* _ABOUT THIS TASK_
Exactly as written, set down every entry once more.

* _DATA TO PROCESS_
■ ■ ■
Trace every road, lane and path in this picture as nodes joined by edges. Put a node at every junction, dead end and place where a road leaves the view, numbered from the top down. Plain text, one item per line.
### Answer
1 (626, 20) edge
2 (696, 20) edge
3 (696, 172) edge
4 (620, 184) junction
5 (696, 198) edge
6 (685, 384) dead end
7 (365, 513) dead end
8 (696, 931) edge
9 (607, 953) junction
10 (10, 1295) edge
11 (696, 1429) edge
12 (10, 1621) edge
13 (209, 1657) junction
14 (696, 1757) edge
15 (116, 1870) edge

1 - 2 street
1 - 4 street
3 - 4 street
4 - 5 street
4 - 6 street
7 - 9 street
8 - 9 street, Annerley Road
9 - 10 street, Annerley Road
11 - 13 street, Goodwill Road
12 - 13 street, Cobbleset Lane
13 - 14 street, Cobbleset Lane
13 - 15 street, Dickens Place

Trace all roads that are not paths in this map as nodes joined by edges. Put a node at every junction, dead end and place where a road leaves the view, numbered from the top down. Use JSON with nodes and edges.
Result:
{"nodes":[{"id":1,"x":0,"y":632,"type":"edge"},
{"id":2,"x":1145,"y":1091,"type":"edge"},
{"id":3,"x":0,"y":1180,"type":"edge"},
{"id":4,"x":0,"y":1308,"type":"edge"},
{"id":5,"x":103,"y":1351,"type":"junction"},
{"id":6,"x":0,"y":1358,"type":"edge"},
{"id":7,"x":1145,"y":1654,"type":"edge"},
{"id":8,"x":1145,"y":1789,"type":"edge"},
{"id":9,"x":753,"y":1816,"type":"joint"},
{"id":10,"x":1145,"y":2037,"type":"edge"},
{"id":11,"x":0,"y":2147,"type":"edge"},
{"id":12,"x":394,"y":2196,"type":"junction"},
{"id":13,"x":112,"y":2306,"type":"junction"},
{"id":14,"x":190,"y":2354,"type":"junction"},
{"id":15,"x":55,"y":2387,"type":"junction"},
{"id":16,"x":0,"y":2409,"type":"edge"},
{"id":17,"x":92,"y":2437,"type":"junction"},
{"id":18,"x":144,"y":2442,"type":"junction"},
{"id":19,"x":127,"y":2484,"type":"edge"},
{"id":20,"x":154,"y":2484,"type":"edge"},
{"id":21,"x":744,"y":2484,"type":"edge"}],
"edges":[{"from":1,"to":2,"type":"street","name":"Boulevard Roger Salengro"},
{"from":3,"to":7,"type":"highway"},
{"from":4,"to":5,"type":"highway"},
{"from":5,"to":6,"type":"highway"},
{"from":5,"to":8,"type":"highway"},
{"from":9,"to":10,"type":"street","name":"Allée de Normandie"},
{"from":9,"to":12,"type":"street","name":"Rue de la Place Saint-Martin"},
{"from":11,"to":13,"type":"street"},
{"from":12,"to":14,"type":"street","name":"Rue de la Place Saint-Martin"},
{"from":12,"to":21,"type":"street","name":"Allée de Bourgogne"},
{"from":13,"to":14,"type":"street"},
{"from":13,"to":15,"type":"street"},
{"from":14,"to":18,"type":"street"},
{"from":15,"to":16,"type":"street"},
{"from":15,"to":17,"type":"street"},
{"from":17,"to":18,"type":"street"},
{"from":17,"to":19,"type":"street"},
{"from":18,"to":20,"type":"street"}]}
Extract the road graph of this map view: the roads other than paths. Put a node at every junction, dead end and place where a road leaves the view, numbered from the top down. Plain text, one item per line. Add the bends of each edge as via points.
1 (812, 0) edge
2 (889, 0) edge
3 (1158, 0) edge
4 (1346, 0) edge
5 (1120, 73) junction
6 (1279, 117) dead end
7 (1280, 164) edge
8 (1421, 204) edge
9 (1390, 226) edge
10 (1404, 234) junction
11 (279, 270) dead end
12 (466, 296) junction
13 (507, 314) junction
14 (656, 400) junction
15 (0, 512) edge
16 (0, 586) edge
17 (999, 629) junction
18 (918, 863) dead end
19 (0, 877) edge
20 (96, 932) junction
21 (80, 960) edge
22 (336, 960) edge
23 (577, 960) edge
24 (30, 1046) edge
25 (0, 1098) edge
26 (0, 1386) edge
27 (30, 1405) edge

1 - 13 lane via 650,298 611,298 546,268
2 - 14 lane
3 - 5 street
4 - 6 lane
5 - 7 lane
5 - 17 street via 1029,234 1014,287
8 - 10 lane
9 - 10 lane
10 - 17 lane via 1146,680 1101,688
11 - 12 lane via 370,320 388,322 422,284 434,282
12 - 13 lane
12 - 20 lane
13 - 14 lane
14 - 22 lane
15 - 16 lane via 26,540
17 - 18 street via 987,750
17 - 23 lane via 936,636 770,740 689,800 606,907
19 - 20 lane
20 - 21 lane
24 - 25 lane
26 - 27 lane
■ ■ ■
* _FINAL ANSWER_
Trace every road, lane and path in this picture as nodes joined by edges. Put a node at every junction, dead end and place where a road leaves the view, numbered from the top down. Plain text, one item per line.
### Answer
1 (626, 20) edge
2 (696, 20) edge
3 (696, 172) edge
4 (620, 184) junction
5 (696, 198) edge
6 (685, 384) dead end
7 (365, 513) dead end
8 (696, 931) edge
9 (607, 953) junction
10 (10, 1295) edge
11 (696, 1429) edge
12 (10, 1621) edge
13 (209, 1657) junction
14 (696, 1757) edge
15 (116, 1870) edge

1 - 2 street
1 - 4 street
3 - 4 street
4 - 5 street
4 - 6 street
7 - 9 street
8 - 9 street, Annerley Road
9 - 10 street, Annerley Road
11 - 13 street, Goodwill Road
12 - 13 street, Cobbleset Lane
13 - 14 street, Cobbleset Lane
13 - 15 street, Dickens Place

Trace all roads that are not paths in this map as nodes joined by edges. Put a node at every junction, dead end and place where a road leaves the view, numbered from the top down. Use JSON with nodes and edges.
Result:
{"nodes":[{"id":1,"x":0,"y":632,"type":"edge"},
{"id":2,"x":1145,"y":1091,"type":"edge"},
{"id":3,"x":0,"y":1180,"type":"edge"},
{"id":4,"x":0,"y":1308,"type":"edge"},
{"id":5,"x":103,"y":1351,"type":"junction"},
{"id":6,"x":0,"y":1358,"type":"edge"},
{"id":7,"x":1145,"y":1654,"type":"edge"},
{"id":8,"x":1145,"y":1789,"type":"edge"},
{"id":9,"x":753,"y":1816,"type":"joint"},
{"id":10,"x":1145,"y":2037,"type":"edge"},
{"id":11,"x":0,"y":2147,"type":"edge"},
{"id":12,"x":394,"y":2196,"type":"junction"},
{"id":13,"x":112,"y":2306,"type":"junction"},
{"id":14,"x":190,"y":2354,"type":"junction"},
{"id":15,"x":55,"y":2387,"type":"junction"},
{"id":16,"x":0,"y":2409,"type":"edge"},
{"id":17,"x":92,"y":2437,"type":"junction"},
{"id":18,"x":144,"y":2442,"type":"junction"},
{"id":19,"x":127,"y":2484,"type":"edge"},
{"id":20,"x":154,"y":2484,"type":"edge"},
{"id":21,"x":744,"y":2484,"type":"edge"}],
"edges":[{"from":1,"to":2,"type":"street","name":"Boulevard Roger Salengro"},
{"from":3,"to":7,"type":"highway"},
{"from":4,"to":5,"type":"highway"},
{"from":5,"to":6,"type":"highway"},
{"from":5,"to":8,"type":"highway"},
{"from":9,"to":10,"type":"street","name":"Allée de Normandie"},
{"from":9,"to":12,"type":"street","name":"Rue de la Place Saint-Martin"},
{"from":11,"to":13,"type":"street"},
{"from":12,"to":14,"type":"street","name":"Rue de la Place Saint-Martin"},
{"from":12,"to":21,"type":"street","name":"Allée de Bourgogne"},
{"from":13,"to":14,"type":"street"},
{"from":13,"to":15,"type":"street"},
{"from":14,"to":18,"type":"street"},
{"from":15,"to":16,"type":"street"},
{"from":15,"to":17,"type":"street"},
{"from":17,"to":18,"type":"street"},
{"from":17,"to":19,"type":"street"},
{"from":18,"to":20,"type":"street"}]}
Extract the road graph of this map view: the roads other than paths. Put a node at every junction, dead end and place where a road leaves the view, numbered from the top down. Plain text, one item per line. Add the bends of each edge as via points.
1 (812, 0) edge
2 (889, 0) edge
3 (1158, 0) edge
4 (1346, 0) edge
5 (1120, 73) junction
6 (1279, 117) dead end
7 (1280, 164) edge
8 (1421, 204) edge
9 (1390, 226) edge
10 (1404, 234) junction
11 (279, 270) dead end
12 (466, 296) junction
13 (507, 314) junction
14 (656, 400) junction
15 (0, 512) edge
16 (0, 586) edge
17 (999, 629) junction
18 (918, 863) dead end
19 (0, 877) edge
20 (96, 932) junction
21 (80, 960) edge
22 (336, 960) edge
23 (577, 960) edge
24 (30, 1046) edge
25 (0, 1098) edge
26 (0, 1386) edge
27 (30, 1405) edge

1 - 13 lane via 650,298 611,298 546,268
2 - 14 lane
3 - 5 street
4 - 6 lane
5 - 7 lane
5 - 17 street via 1029,234 1014,287
8 - 10 lane
9 - 10 lane
10 - 17 lane via 1146,680 1101,688
11 - 12 lane via 370,320 388,322 422,284 434,282
12 - 13 lane
12 - 20 lane
13 - 14 lane
14 - 22 lane
15 - 16 lane via 26,540
17 - 18 street via 987,750
17 - 23 lane via 936,636 770,740 689,800 606,907
19 - 20 lane
20 - 21 lane
24 - 25 lane
26 - 27 lane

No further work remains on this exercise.